LeRoy, Wells, Shaw, Hornthal, Riley & Shearin, by Roy A. Archbell, Jr. and Norman W. Shearin, Jr., for plaintiff appellant.

White, Hall, Mullen, Brumsey & Small, by Gerald F. White, for defendant appellees.

MARTIN (Harry C.), Judge.

Plaintiff assigns as error the dismissal of the claim for lack of jurisdiction. At the outset, we note that Farm Bureau does not *212contest that plaintiff was injured by an accident arising out of and in the course of employment. The Commission so found in its finding of fact 7, and Farm Bureau did not except or object. Likewise we note that plaintiff’s work was farming, ordinarily exempt from the requirements of the Workmen’s Compensation Act. “[A]n employer of . . . farm laborers . . . who has purchased workmen’s compensation insurance to cover his compensation liability shall be conclusively presumed ... to have accepted the provisions of this Article . . . and his employees shall be so bound . . ..” N. C. Gen. Stat. 97-13.

The Commission determined plaintiff was not an employee when injured and dismissed the claim. In this we find error.

In Pearson v. Pearson, Inc., 222 N.C. 69, 21 S.E. 2d 879 (1942), plaintiffs’ decedent was the president and general manager of a small corporation, who also worked as a salesman and collector of accounts. The insurance carrier’s agent told decedent to include his salary in the payroll for the purpose of determining premium. Premiums were paid. Pearson was killed in an accident arising out of his work.

The Court held it did not need to decide the question of whether decedent was an employee within the meaning of the Workmen’s Compensation Act, as defendant carrier, by its treatment of him as an employee and accepting the benefits of that status, had recognized his status as an employee to such an extent that it cannot now assert the contrary after loss has been sustained. After treating the claimant as an employee for the purpose of collecting the premium, the company could not, after loss, deny that he was an -employee. (Section 2 of Chapter 97 of the General Statutes of North Carolina was amended in 1955, after Pearson, to include executive officers of corporations within the statutory definition of “employee.”)

In Aldridge v. Motor Co., 262 N.C. 248, 136 S.E. 2d 591 (1964), the Court held that where carrier accepted premium based on claimant’s salary, with knowledge, it was estopped to deny his status as an employee.

“The law of estoppel applies in compensation proceedings as in all other cases.” Biddix v. Rex Mills, 237 N.C. 660, 665, 75 S.E. 2d 777, 781 (1953). The status of claimant as an employee may be *213established by way of estoppel. Allred v. Woodyards, Inc., 32 N.C. App. 516, 232 S.E. 2d 879 (1977); Britt v. Construction Co., 35 N.C. App. 23, 240 S.E. 2d 479 (1978); 8 Strong’s N.C. Index 3d, Master and Servant § 81, p. 649.

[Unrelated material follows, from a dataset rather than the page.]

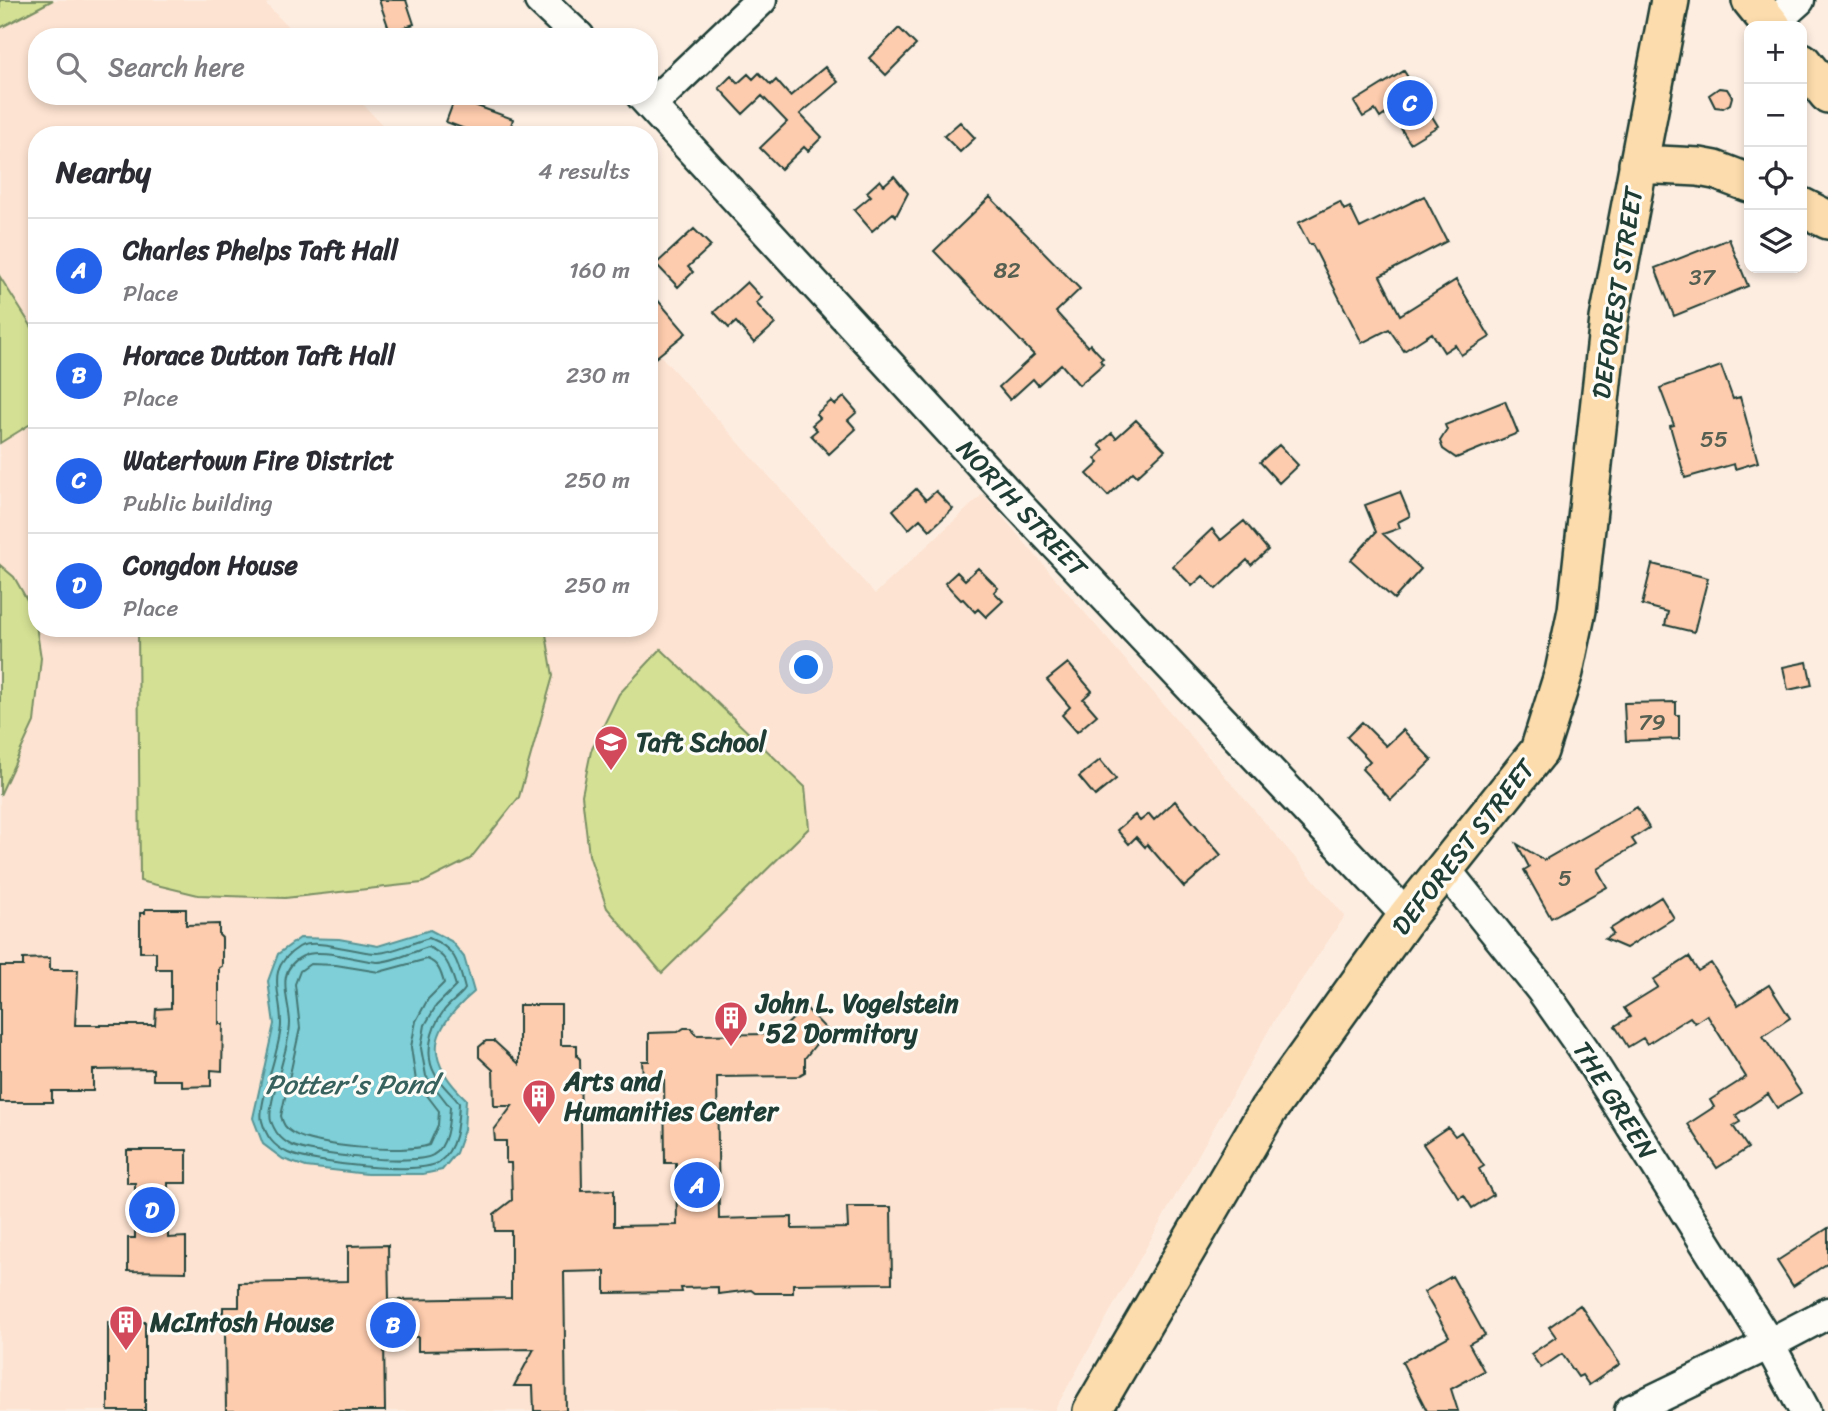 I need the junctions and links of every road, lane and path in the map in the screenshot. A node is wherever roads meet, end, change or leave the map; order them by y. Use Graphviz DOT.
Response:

As in Pearson, supra, the Commission was not required to decide the precise question of whether plaintiff could be classified as an employee. Farm Bureau, by their treatment of plaintiff as an employee and accepting the benefits of that status, cannot now be permitted to assert the contrary after loss has been sustained.

The evidence and findings of fact of the Commission support the conclusion that Farm Bureau is estopped from denying plaintiff’s status as an employee when injured. We so hold.

The order of the Commission holding plaintiff was not an employee and dismissing plaintiff’s claim is reversed.

The case is remanded to the Commission for hearings to determine the award of compensation plaintiff is entitled to receive.

Reversed and remanded.

Judges MORRIS (now Chief Judge) and WEBB concur.